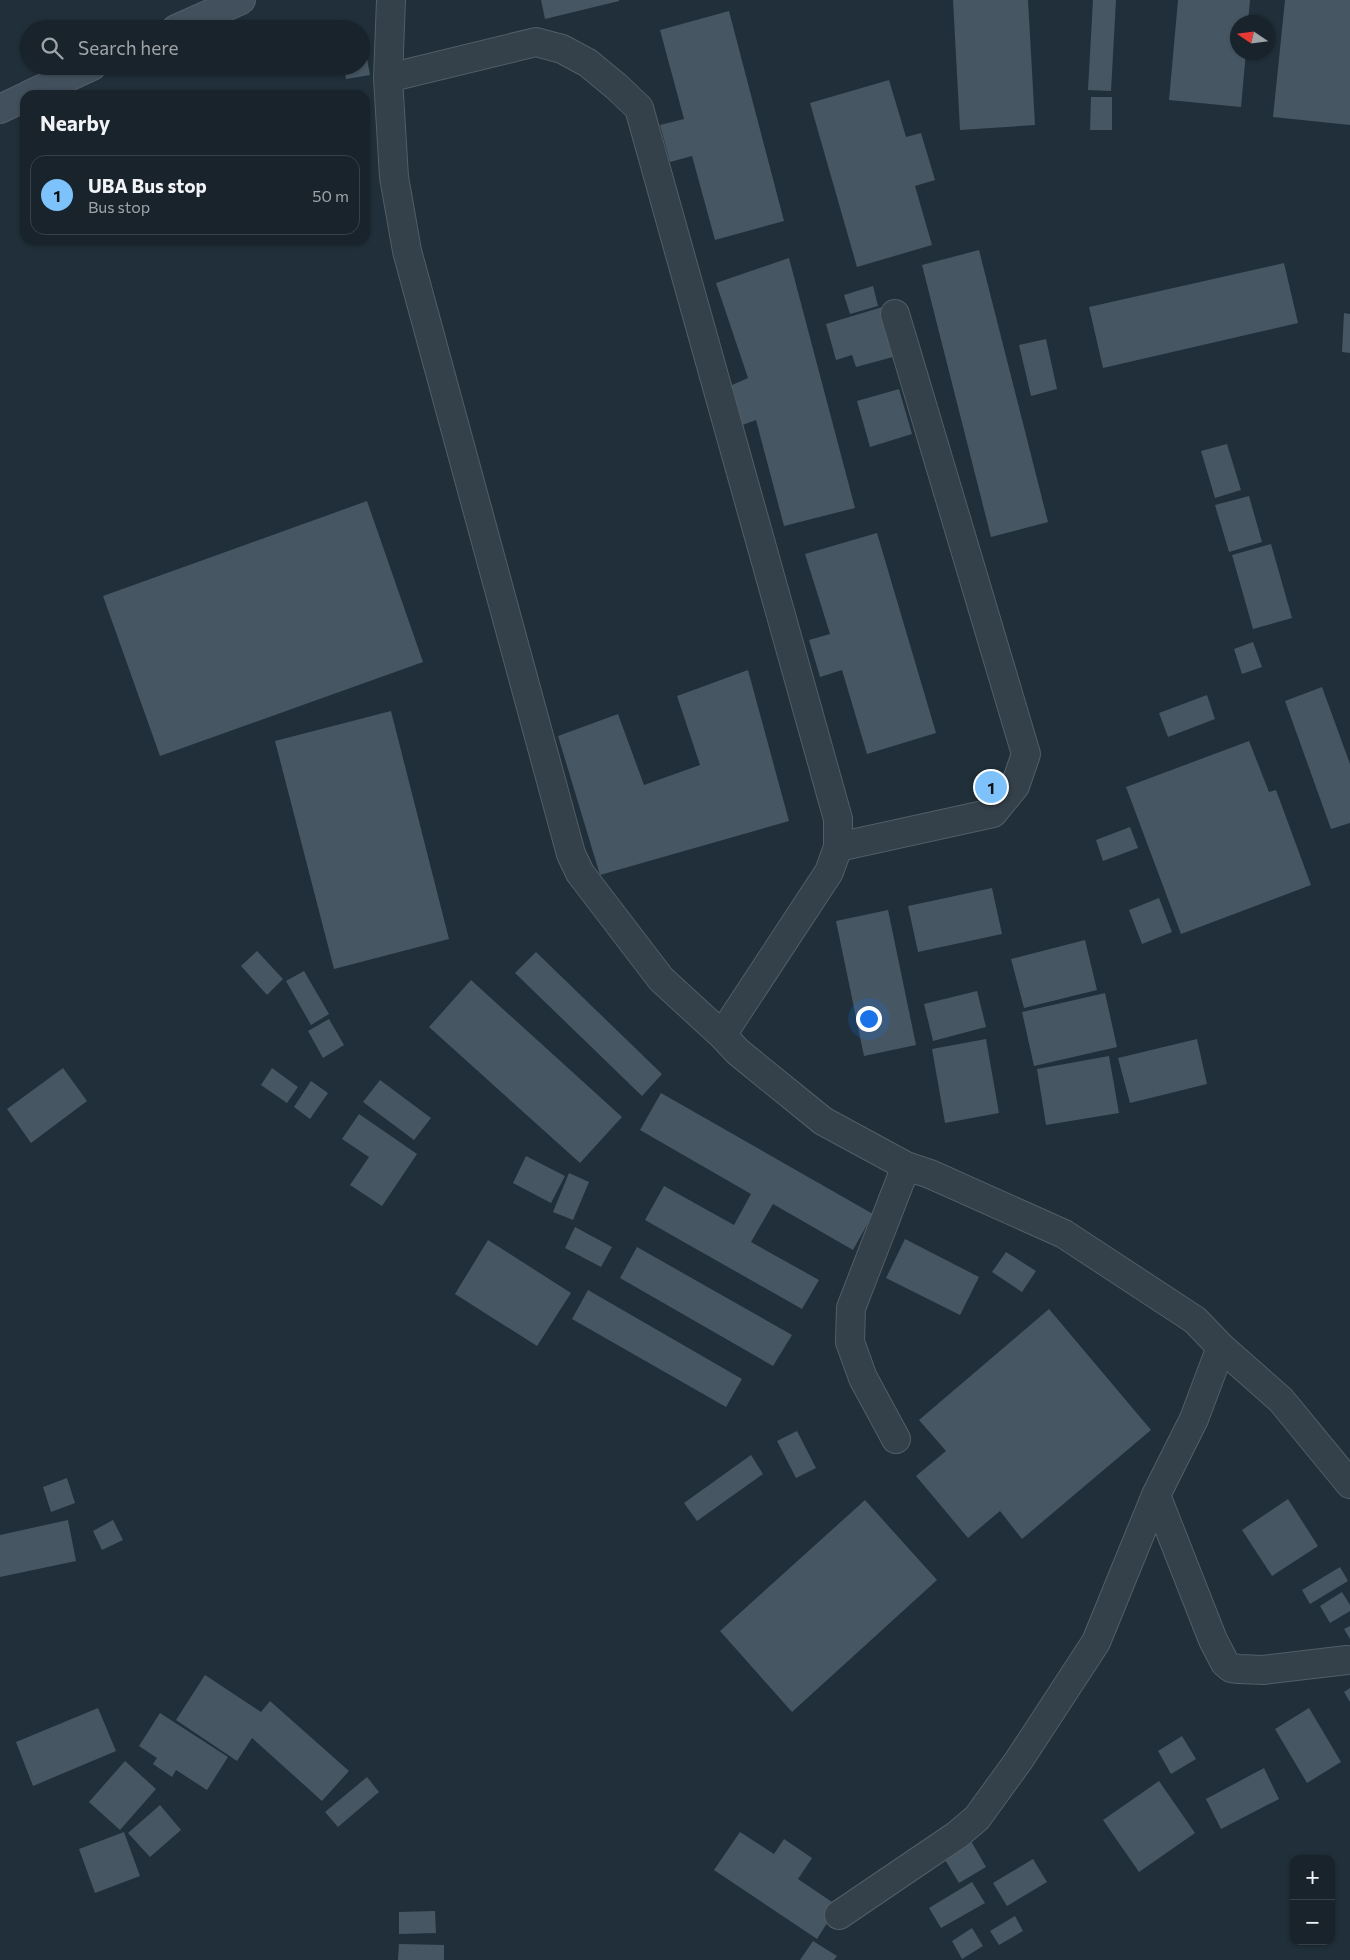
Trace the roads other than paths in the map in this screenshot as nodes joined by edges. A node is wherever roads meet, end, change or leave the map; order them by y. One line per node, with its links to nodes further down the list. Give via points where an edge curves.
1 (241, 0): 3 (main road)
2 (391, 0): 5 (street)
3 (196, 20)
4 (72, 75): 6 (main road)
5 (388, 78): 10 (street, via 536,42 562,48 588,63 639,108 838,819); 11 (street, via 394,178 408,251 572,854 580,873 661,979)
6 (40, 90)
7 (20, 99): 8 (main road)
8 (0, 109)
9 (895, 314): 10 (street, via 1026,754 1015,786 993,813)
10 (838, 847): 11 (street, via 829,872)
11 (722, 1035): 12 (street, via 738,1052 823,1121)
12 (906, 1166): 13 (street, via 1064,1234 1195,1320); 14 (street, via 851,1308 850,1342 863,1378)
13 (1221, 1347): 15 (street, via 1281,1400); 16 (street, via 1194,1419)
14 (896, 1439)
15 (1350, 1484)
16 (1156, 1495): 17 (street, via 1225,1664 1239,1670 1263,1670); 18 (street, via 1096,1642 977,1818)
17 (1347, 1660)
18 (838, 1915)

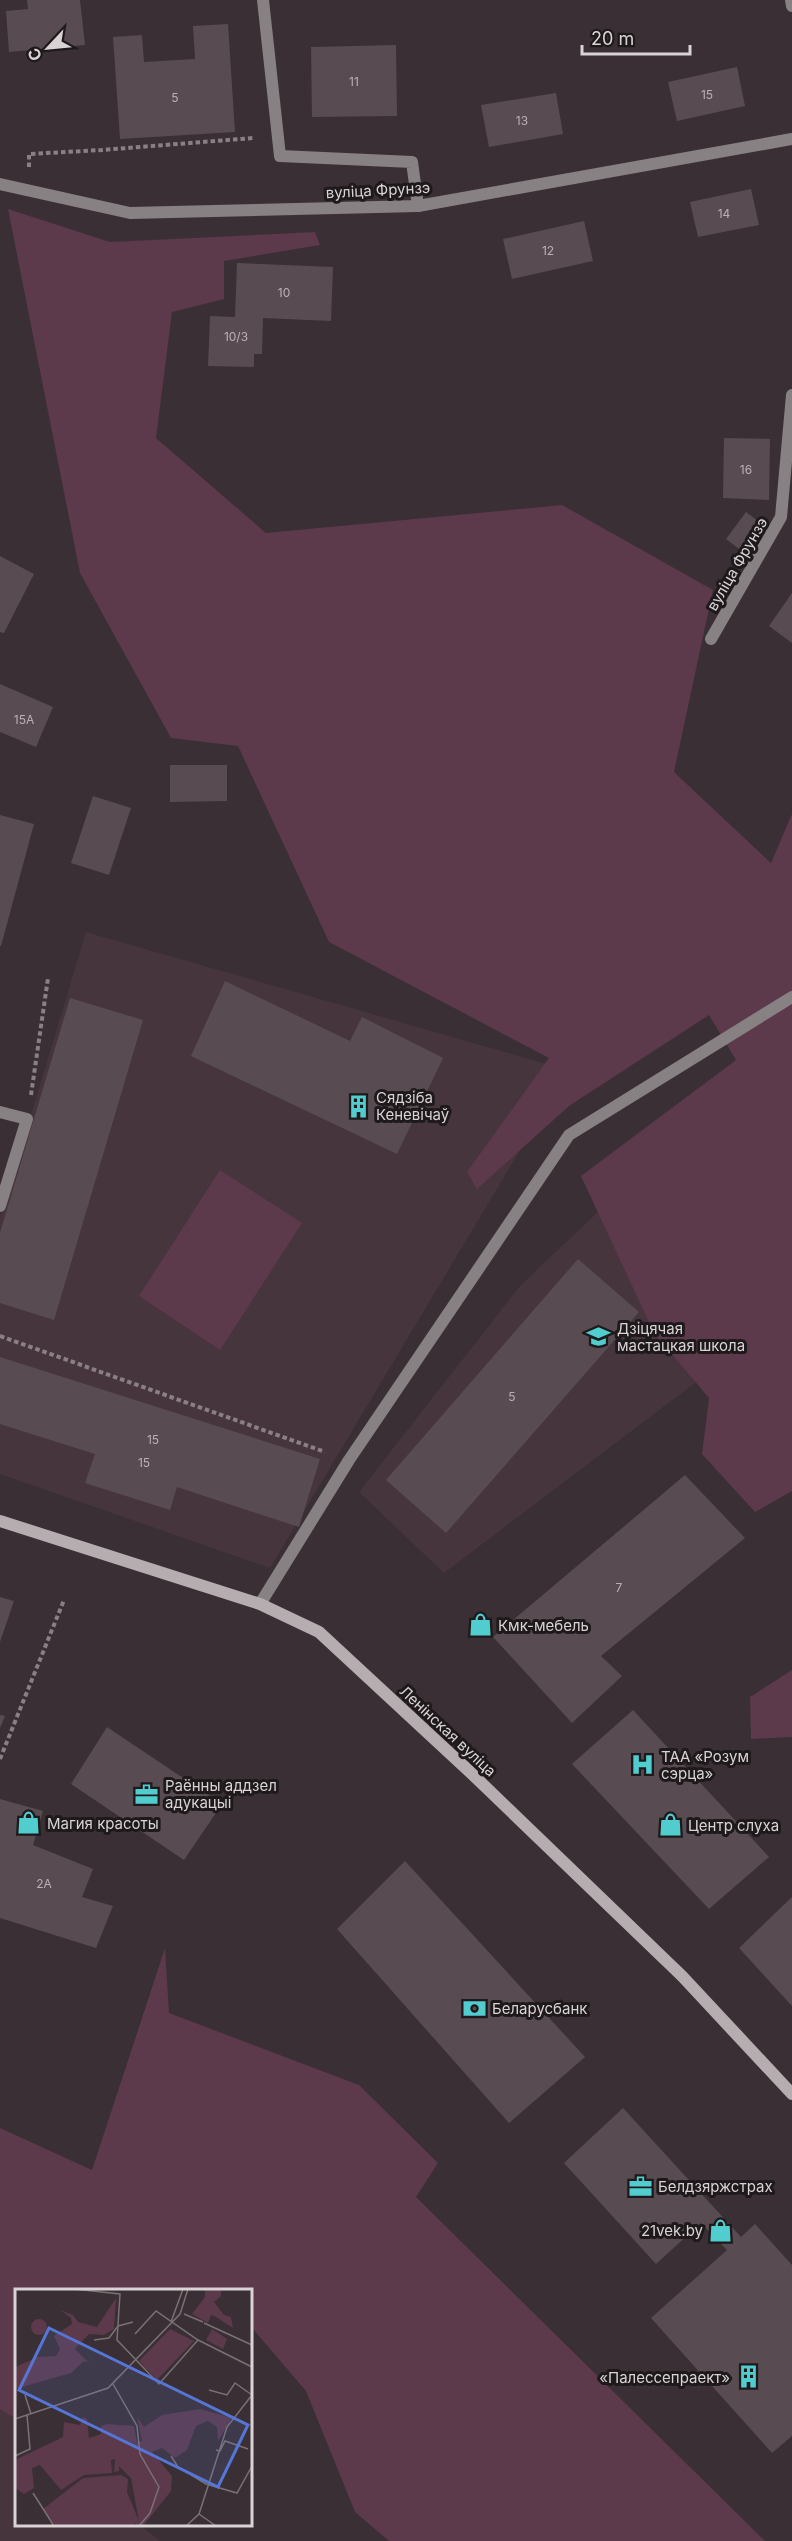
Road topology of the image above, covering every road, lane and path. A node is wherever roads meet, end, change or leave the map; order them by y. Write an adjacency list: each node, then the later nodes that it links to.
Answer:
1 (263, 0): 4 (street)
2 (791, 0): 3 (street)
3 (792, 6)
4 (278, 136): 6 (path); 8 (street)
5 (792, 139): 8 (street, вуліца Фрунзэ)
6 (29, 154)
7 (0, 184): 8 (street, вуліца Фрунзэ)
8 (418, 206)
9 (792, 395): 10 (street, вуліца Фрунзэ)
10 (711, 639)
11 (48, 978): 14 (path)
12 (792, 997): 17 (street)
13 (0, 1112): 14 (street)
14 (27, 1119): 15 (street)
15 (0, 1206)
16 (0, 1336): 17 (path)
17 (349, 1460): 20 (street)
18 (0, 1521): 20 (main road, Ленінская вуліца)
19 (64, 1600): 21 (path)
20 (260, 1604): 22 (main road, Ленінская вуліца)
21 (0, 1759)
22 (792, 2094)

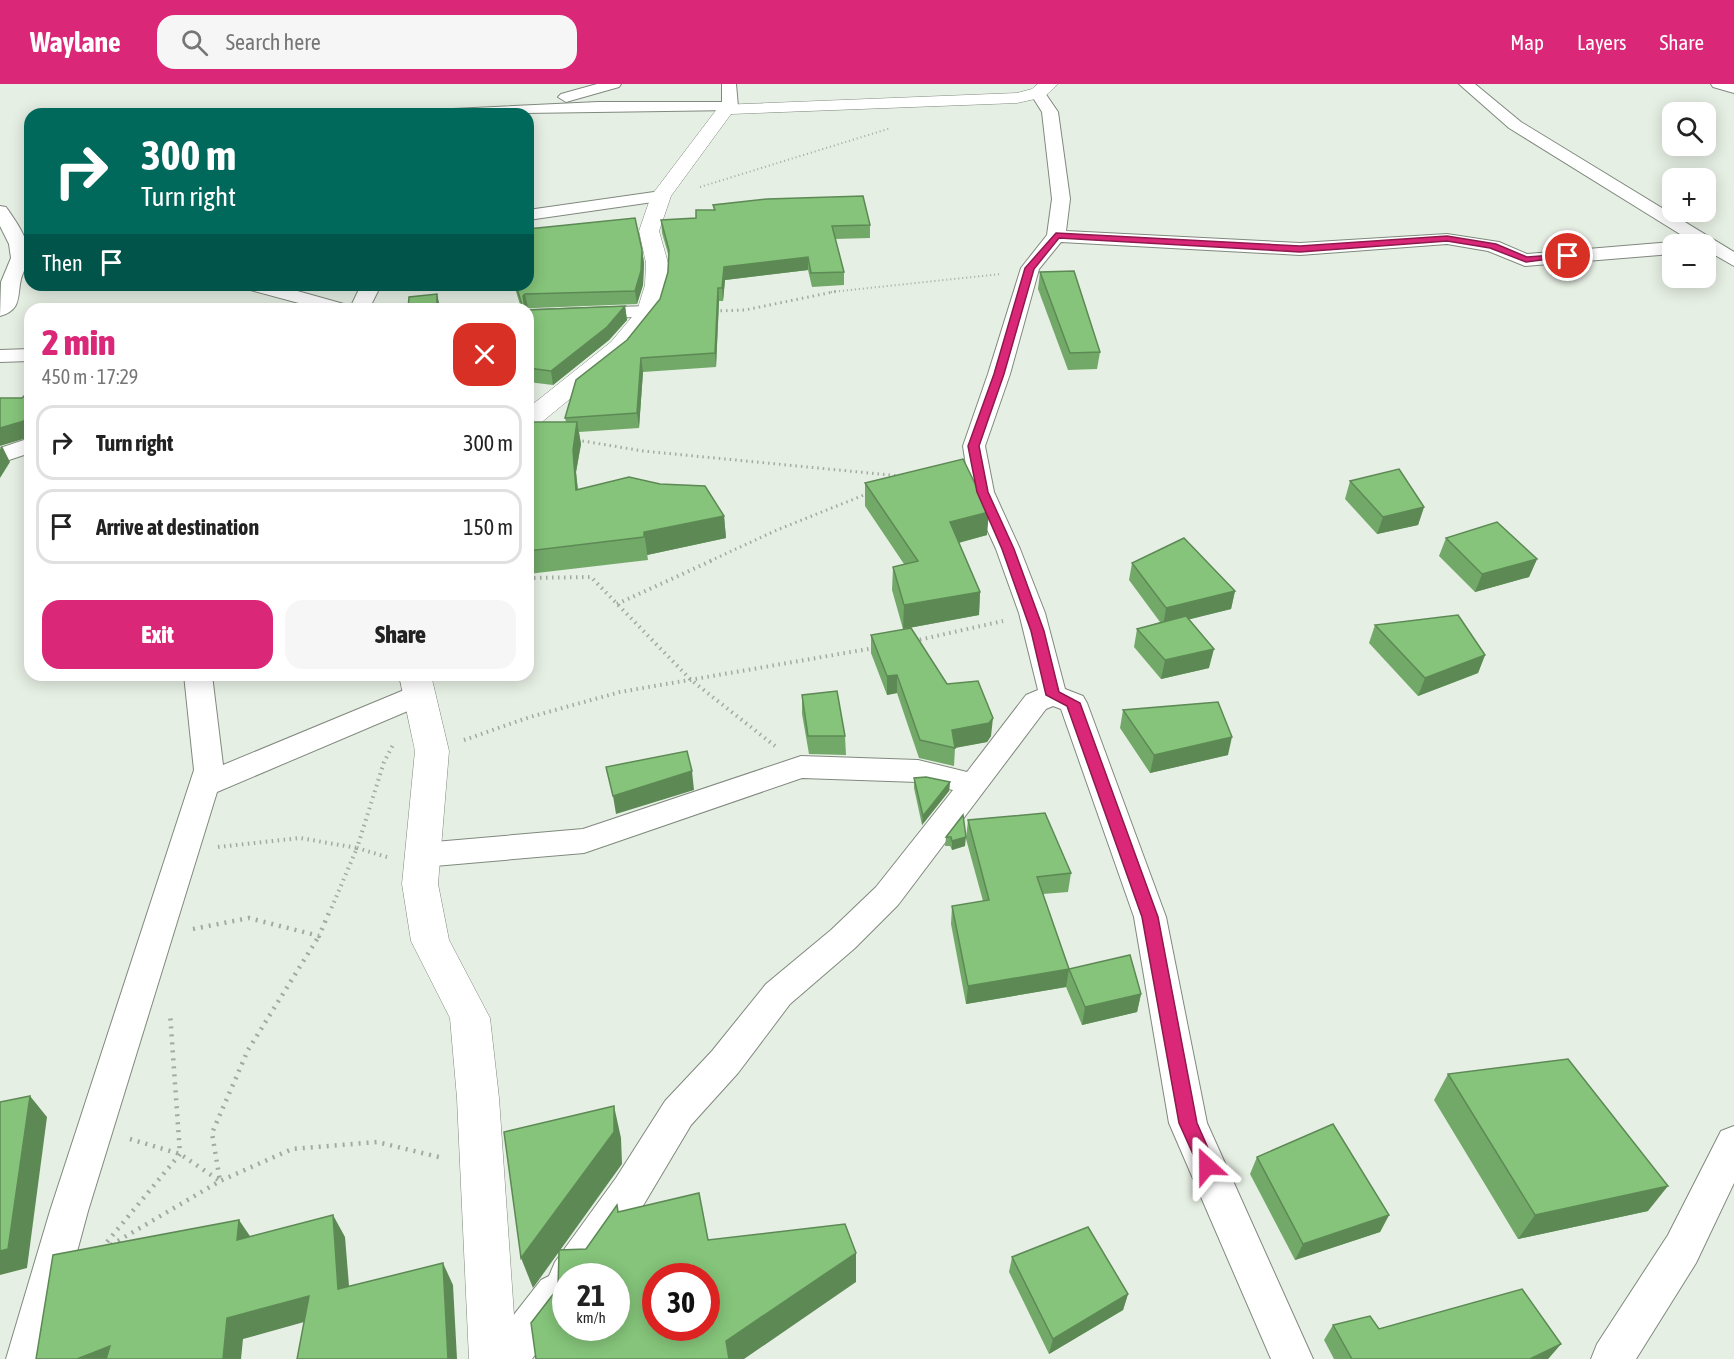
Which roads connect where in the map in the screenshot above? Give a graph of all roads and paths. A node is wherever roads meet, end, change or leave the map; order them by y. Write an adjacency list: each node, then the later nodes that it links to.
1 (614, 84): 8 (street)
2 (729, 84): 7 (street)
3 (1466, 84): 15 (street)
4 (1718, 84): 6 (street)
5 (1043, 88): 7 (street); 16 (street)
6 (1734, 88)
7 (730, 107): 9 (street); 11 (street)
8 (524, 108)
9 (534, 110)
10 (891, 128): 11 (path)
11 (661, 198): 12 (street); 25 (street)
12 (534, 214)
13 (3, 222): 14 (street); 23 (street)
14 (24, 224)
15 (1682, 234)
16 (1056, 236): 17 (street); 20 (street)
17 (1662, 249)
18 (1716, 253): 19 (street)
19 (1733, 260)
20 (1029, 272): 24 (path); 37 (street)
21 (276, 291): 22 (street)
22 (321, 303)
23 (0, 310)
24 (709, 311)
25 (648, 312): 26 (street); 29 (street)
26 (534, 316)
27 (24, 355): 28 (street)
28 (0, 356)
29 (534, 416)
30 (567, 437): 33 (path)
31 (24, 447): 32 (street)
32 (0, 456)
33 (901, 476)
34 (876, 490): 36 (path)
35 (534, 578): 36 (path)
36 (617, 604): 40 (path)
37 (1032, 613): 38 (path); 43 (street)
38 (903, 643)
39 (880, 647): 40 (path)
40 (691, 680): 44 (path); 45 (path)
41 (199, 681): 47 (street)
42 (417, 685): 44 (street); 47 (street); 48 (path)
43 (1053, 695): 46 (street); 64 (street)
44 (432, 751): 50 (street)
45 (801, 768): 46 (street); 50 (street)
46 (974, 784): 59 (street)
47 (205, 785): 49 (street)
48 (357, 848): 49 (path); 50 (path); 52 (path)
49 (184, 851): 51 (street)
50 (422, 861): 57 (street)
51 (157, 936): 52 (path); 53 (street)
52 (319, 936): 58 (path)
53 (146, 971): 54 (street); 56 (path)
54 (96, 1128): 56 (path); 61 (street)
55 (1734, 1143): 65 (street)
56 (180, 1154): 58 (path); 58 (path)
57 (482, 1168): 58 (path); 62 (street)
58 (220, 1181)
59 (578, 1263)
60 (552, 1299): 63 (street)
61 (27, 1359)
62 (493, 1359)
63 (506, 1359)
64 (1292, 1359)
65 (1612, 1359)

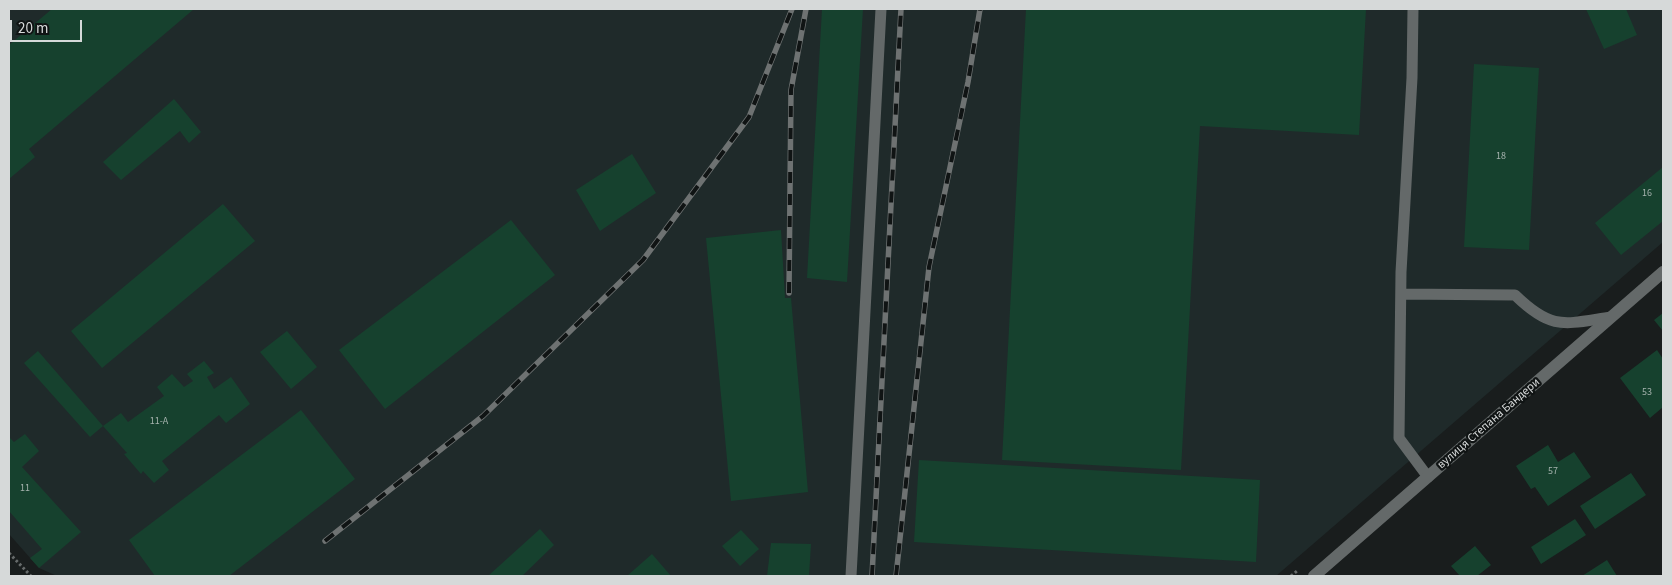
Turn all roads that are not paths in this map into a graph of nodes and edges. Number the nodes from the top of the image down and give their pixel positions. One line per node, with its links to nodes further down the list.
....
What the exercise asks -> Scan the entries above for the word "image". Report the lines that hold it.

Solution ->
Road topology of the image above, covering every road, lane and path. A node is wherever roads meet, end, change or leave the map; order them by y. Write an adjacency list: each node, then the later nodes that it links to.
Turn all roads that are not paths in this map into a graph of nodes and edges. Number the nodes from the top of the image down and give their pixel positions. One line per node, with its links to nodes further down the list.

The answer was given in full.